More than twenty-five years in technology.
Six of them in software development, twelve in brand and creative work, and the last decade in social impact and product. Eighteen of those years at Google.
present
Group Product Manager — Inclusion, Equity, Privacy and AI Regulation
Responsible for leading global product strategy for Google's core consumer products at the intersection of equity, regulatory compliance, and responsible AI.
Since 2025 my focus has been in Search and European regulation, developing product experiences that meet new requirements, and roadmaps that let Search keep adapting as those requirements evolve. Before that I led global product roadmaps for equity, inclusion, and responsible innovation, and co-led research on how intersectionality shapes information needs in Google products. I was also responsible for the internationalization and growth strategy for a privacy product that helps people find and remove their personal information from search results.
2020
Head of Brand Reputation and Social Impact
I founded and led Google's first social impact and brand reputation team in Brazil.
The work was focused on designing multi-year programmes across education, sustainability, social innovation, and equity in partnership with NGOs, educators, indigenous communities, and cultural institutions to co-create authentic, locally grounded programmes.
2022
Consumer Brand, Creative and Product Leadership
Twelve years leading brand strategy, creative development, and product marketing for Google's consumer solutions across Brazil and Latin America.

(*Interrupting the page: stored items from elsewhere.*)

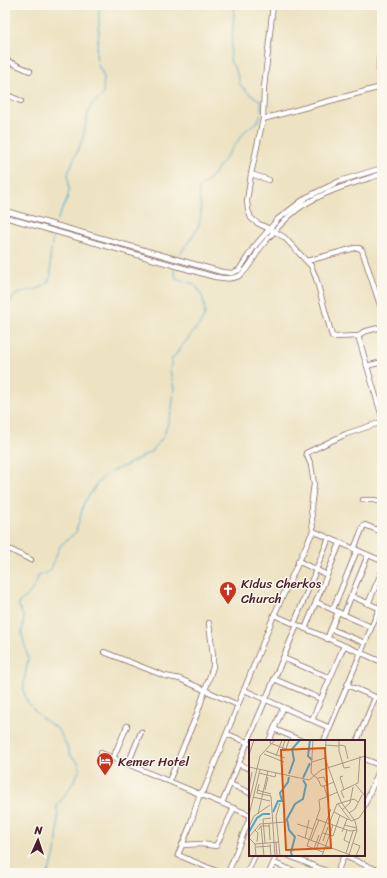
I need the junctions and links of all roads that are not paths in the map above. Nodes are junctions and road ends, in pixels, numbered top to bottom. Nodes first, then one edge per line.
1 (274, 5) edge
2 (382, 37) edge
3 (5, 60) edge
4 (30, 71) dead end
5 (381, 88) edge
6 (5, 94) edge
7 (21, 101) dead end
8 (262, 119) junction
9 (382, 168) edge
10 (251, 174) junction
11 (382, 174) edge
12 (269, 180) dead end
13 (5, 211) edge
14 (15, 214) junction
15 (5, 217) edge
16 (13, 220) junction
17 (269, 229) junction
18 (274, 231) junction
19 (90, 238) junction
20 (307, 261) junction
21 (382, 311) edge
22 (382, 327) edge
23 (359, 336) junction
24 (382, 362) edge
25 (367, 366) junction
26 (382, 417) edge
27 (382, 422) edge
28 (363, 500) dead end
29 (382, 502) edge
30 (312, 530) junction
31 (382, 532) edge
32 (329, 538) junction
33 (340, 543) junction
34 (5, 547) edge
35 (356, 550) junction
36 (368, 555) junction
37 (31, 560) dead end
38 (298, 561) junction
39 (382, 561) edge
40 (316, 570) junction
41 (382, 571) edge
42 (327, 575) junction
43 (351, 596) junction
44 (316, 602) junction
45 (382, 602) edge
46 (368, 604) junction
47 (379, 608) junction
48 (333, 609) junction
49 (338, 612) junction
50 (344, 614) junction
51 (274, 615) junction
52 (209, 623) dead end
53 (295, 625) junction
54 (371, 627) junction
55 (305, 629) junction
56 (331, 629) junction
57 (327, 639) junction
58 (365, 643) junction
59 (344, 646) junction
60 (104, 652) dead end
61 (361, 653) junction
62 (282, 658) junction
63 (382, 662) edge
64 (330, 678) junction
65 (274, 679) junction
66 (347, 685) junction
67 (206, 690) junction
68 (244, 690) junction
69 (375, 698) junction
70 (321, 699) junction
71 (265, 700) junction
72 (382, 700) edge
73 (238, 705) junction
74 (283, 708) junction
75 (312, 720) junction
76 (127, 726) dead end
77 (330, 728) junction
78 (274, 729) junction
79 (141, 732) dead end
80 (226, 734) junction
81 (250, 740) edge
82 (269, 740) edge
83 (300, 740) edge
84 (324, 740) edge
85 (357, 740) edge
86 (249, 743) edge
87 (101, 753) dead end
88 (114, 758) junction
89 (365, 759) edge
90 (128, 764) junction
91 (238, 764) junction
92 (382, 766) edge
93 (249, 769) edge
94 (169, 781) junction
95 (230, 784) junction
96 (200, 793) junction
97 (249, 793) edge
98 (222, 803) junction
99 (365, 804) edge
100 (234, 808) junction
101 (249, 816) edge
102 (249, 819) edge
103 (182, 845) junction
104 (255, 856) edge
105 (277, 856) edge
106 (289, 856) edge
107 (343, 856) edge
108 (345, 856) edge
109 (274, 862) junction
110 (382, 872) edge
111 (221, 873) edge
112 (228, 873) edge
113 (247, 873) edge
114 (269, 873) edge
115 (299, 873) edge
116 (331, 873) edge
117 (337, 873) edge

1 - 8 street
2 - 5 street
3 - 4 street
5 - 8 street
6 - 7 street
8 - 10 street
9 - 17 street
10 - 12 street
10 - 17 street
11 - 18 street
13 - 14 street
14 - 16 street
14 - 19 street
15 - 16 street
16 - 19 street
17 - 18 street
17 - 19 street
18 - 19 street
18 - 20 street
20 - 21 street
20 - 23 street
22 - 23 street
23 - 25 street
24 - 25 street
25 - 26 street
27 - 30 street
28 - 29 street
30 - 32 street
30 - 38 street
31 - 35 street
32 - 33 street
32 - 40 street
33 - 35 street
33 - 42 street
34 - 37 street
35 - 36 street
35 - 48 street
36 - 39 street
36 - 43 street
38 - 40 street
38 - 51 street
40 - 42 street
40 - 53 street
41 - 46 street
42 - 44 street
43 - 46 street
43 - 50 street
44 - 48 street
44 - 55 street
45 - 47 street
46 - 47 street
47 - 54 street
48 - 49 street
49 - 50 street
49 - 56 street
50 - 54 street
51 - 53 street
51 - 68 street
52 - 67 street
53 - 55 street
53 - 62 street
54 - 58 street
55 - 57 street
56 - 57 street
56 - 58 street
57 - 59 street
58 - 61 street
59 - 61 street
59 - 64 street
60 - 67 street
61 - 63 street
61 - 66 street
62 - 64 street
62 - 65 street
64 - 70 street
65 - 70 street
65 - 71 street
66 - 69 street
66 - 77 street
67 - 73 street
67 - 94 street
68 - 71 street
68 - 73 street
69 - 72 street
69 - 85 street
70 - 75 street
71 - 74 street
71 - 81 street
73 - 80 street
74 - 75 street
74 - 78 street
75 - 77 street
76 - 88 street
77 - 84 street
78 - 82 street
78 - 83 street
79 - 90 street
80 - 86 street
80 - 96 street
86 - 91 street
87 - 88 street
88 - 90 street
89 - 92 street
90 - 94 street
91 - 93 street
91 - 95 street
92 - 99 street
94 - 96 street
95 - 97 street
95 - 98 street
96 - 98 street
96 - 103 street
98 - 100 street
100 - 101 street
100 - 103 street
102 - 112 street
103 - 111 street
104 - 113 street
105 - 109 street
106 - 116 street
107 - 117 street
108 - 110 street
109 - 114 street
109 - 115 street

As Group Head of Search Marketing for the region I led masterbrand and integrated marketing across Brazil and Latin America countries. More than twenty consumer campaigns, over a billion video views, and four YouTube Ads Leaderboard awards in three countries. Earlier I built and led an in-house creative and strategy team covering media planning, consumer insights, art direction, and copywriting, and led creative strategy for the Rio 2016 Olympic Games and the 2014 World Cup. I joined Google consumer team in the YouTube marketing, where I delivered the first large-scale live streaming projects in Latin America.
2010
Early career
I joined Google in 2008 as a sales executive. Early career experience (1998–2008) spans six years as a Java Specialist at Oracle and four years in software development and technical roles.
Selected work
A few of the projects and campaigns I led at Google in the areas of social impact, education, sustainability, and consumer marketing.
I Am Amazon
An interactive Google Earth experience exploring the world's largest rainforest through stories about our relation with the forest, co-created with indigenous communities, NGOs, and the filmmaker Fernando Meirelles.
YouTube EDU Brazil
A national education platform built with the Lemann Foundation. More than 65,000 videos across twelve disciplines, reaching 27 million subscribers and 3 billion views.
Offside Museum
A global crowdsourced archive on the history of the prohibition of women's football, produced with the Brazilian Football Museum.
Google Impact Challenge — Latin America
The regional expansion of Google.org's social innovation programme, supporting community-driven nonprofits across Latin America with funding, mentorship, and technical support.
We Speak Translate — Rio 2016
An initiative built around Google Translate for the Rio 2016 Olympic and Paralympic Games in Brazil — where about 5% of the population speaks a second language. It equipped residents, businesses, and public services with tools to work across the language barrier.
Google Search Marketing — Latin America
Twelve years of masterbrand and integrated marketing for Search across Latin America. More than twenty consumer campaigns, over a billion YouTube views, and four Ads Leaderboard awards.